Mit dem eigenen Bus von Festival zu Festival
Autor: Markus Häggberg
Lichtenfels, Dienstag, 16. Juli 2019
Wie fünf junge Menschen vom Obermain zu einer rollenden Behausung mit Küche und Schlafzimmer kamen.
Doch, an einem der Folgetag, so gibt David Hain gerne zu, habe er sich ungefähr das gedacht: "Mann, was hast du bloß gemacht - oh Mann!" Der junge Mann schüttelt den Kopf, lacht aber dabei. Denn was sich der 29-jährige Schneyer vor zwei Jahren durch einen Kauf aufgebürdet hat, ist aus seinem Freundeskreis nicht mehr wegzudenken. Jetzt hat man einen einstigen Stadtlinienbus, der als Behausung, Küche und Schlafzimmer von Festival zu Festival rollt. Es ist die Geschichte der nüchternen Folge einer herrlichen Schnapsidee und des süßen Vogels Jugend. Oder so ähnlich.
Auf Sizilien rumgekurvt
Man ist beisammen, hier in Michelau und auf dem großen Parkplatz. Hier steht er, Baujahr 1990, ein Mercedes Benz 0 405. Irgendwann ist mal herausgekommen, dass der Bus auch schon mal auf Sizilien rumkurvte. Jedenfalls wurde er 1990 von der SÜC angeschafft und fuhr brav im Stadtlinienverkehr. Dann wurde nach anderswo verkauft und fuhr wieder Linien. Doch weil das Ding dann auch weit mehr als 800 000 Kilometer auf dem Tacho hatte, war sein Verkaufspreis keine Unsumme mehr.

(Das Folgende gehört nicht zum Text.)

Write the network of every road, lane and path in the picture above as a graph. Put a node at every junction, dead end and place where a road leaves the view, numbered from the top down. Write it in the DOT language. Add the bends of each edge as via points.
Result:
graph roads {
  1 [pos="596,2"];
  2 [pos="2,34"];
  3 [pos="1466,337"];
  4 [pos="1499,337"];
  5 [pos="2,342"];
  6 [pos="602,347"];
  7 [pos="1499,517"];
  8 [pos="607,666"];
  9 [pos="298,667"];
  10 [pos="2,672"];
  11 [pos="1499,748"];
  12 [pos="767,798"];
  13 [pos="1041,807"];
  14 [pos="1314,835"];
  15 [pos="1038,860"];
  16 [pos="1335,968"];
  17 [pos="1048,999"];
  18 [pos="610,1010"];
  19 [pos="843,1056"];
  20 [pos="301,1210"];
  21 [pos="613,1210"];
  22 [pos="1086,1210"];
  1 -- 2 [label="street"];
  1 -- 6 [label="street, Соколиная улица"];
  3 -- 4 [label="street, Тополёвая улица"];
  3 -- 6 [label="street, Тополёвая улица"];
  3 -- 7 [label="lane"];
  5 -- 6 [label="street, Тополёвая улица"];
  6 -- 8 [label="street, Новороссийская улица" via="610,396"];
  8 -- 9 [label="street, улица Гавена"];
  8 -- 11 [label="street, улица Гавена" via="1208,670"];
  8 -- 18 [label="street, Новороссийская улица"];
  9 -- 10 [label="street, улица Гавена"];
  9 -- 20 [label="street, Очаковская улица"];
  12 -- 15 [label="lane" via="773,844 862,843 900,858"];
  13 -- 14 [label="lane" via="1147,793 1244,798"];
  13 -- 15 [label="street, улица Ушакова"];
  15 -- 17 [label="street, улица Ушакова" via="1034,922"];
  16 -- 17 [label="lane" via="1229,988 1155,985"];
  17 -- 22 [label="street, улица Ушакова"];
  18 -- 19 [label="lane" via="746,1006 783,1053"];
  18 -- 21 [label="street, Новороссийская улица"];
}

Was Hain mit dem Ding vorschwebte, war, es so umzugestalten, dass er mit Freunden und Freundinnen auf Rock-Festivals fahren kann und ein Zuhause hat. Darum haben er, die Lichtenfelserin Mareike Link (21), der Kulmbacher Fabian Rubert (20), die Mistelfelderin Annika Fischer (21) und der 22-jährige Redwitzer mit dem Endlosnamen Marius Detlef Espinoza Morales Cao Torres Wittmann eine Gemeinschaftskasse, darum zahlen sie ein, damit getankt werden kann, damit der TÜV bezahlt werden kann, damit anfallende Reparaturen gedeckt sind - damit das Ding eben läuft. Eine Charakterisierung der eigenen Truppe hat man auch gefunden: "Wir haben drei mit Abitur im Bus - der Rest hat Bauernschläue."
"Motörhaub" wie Motörhead
Vor allen Dingen aber haben die fünf jungen Leute einen Humor zwischen Subtilität und anarchischen Auswüchsen. Zwei Beispiele: Die Heavy-Metal-Band Motörhead schreibt sich in einem ganz bestimmten Schriftzug. Und in diesem steht vorne über dem Mercedesstern "Motörhaub". Hinten, dort wo der Motor sitzt, steht auf der Fensterscheibe "Motörhome". Logisch.
Auch tuckert der Bus manchmal mit seltsamen Botschaften durch die Lande. Denn oberhalb der Fahrerkabine, dort wo die Menschen bei Linienbussen nun mal ablesen können, wo die Fahrt hingeht, kann man ja Sätze schreiben. "Busfahrer ist Single" beispielsweise oder "Wir haben Bier". Oder: "Mutti, der Mann mit dem Bus ist da" bzw. die eine oder andere charmante Frivolität. Wenn man jung ist, hat man halt Flausen im Kopf und provoziert auch gerne. Nur einmal habe Bluetooth gestreikt und man habe eine darüber gesteuerte geschriebene Peinlichkeit nicht mehr wegbekommen. Peinlich, peinlich.
Alkohol und Übermut
Wie Hain, der beruflich "Trucker" ist, überhaupt zu dem Bus kam, ist schon wieder so eine Story. Er kannte den Busunternehmen und weil man von ihm wusste, dass er selbst einen VW-Bus fuhr, lag es für irgendwen auf der Hand, dass das doch so ziemlich dasselbe wie ein solcher zehn Tonnen schwerer Koloss sei. Und möglicherweise waren auch ein ganz klein wenig Alkohol und Übermut bei der Kaufentscheidung im Spiel. Aber Hain ist "Trucker", beherrscht diese PS und Tonnen und danach gefragt, ob er ansonsten noch irgendwelche Zusatzqualifikationen hat, gibt er launig wider: "Das Seepferdchen" (Schwimmabzeichen).
Von Mareike Link bis Marius Detlef Espinoza Morales Cao Torres Wittmann findet der Witz Anklang. So wie ein anderer Witz, der in Form eines riesigen Schraubenschlüssels nahe am Fahrer platziert liegt. Der diene dazu, die "Busregeln" durchzusetzen und wer nicht spurt ... Man lacht.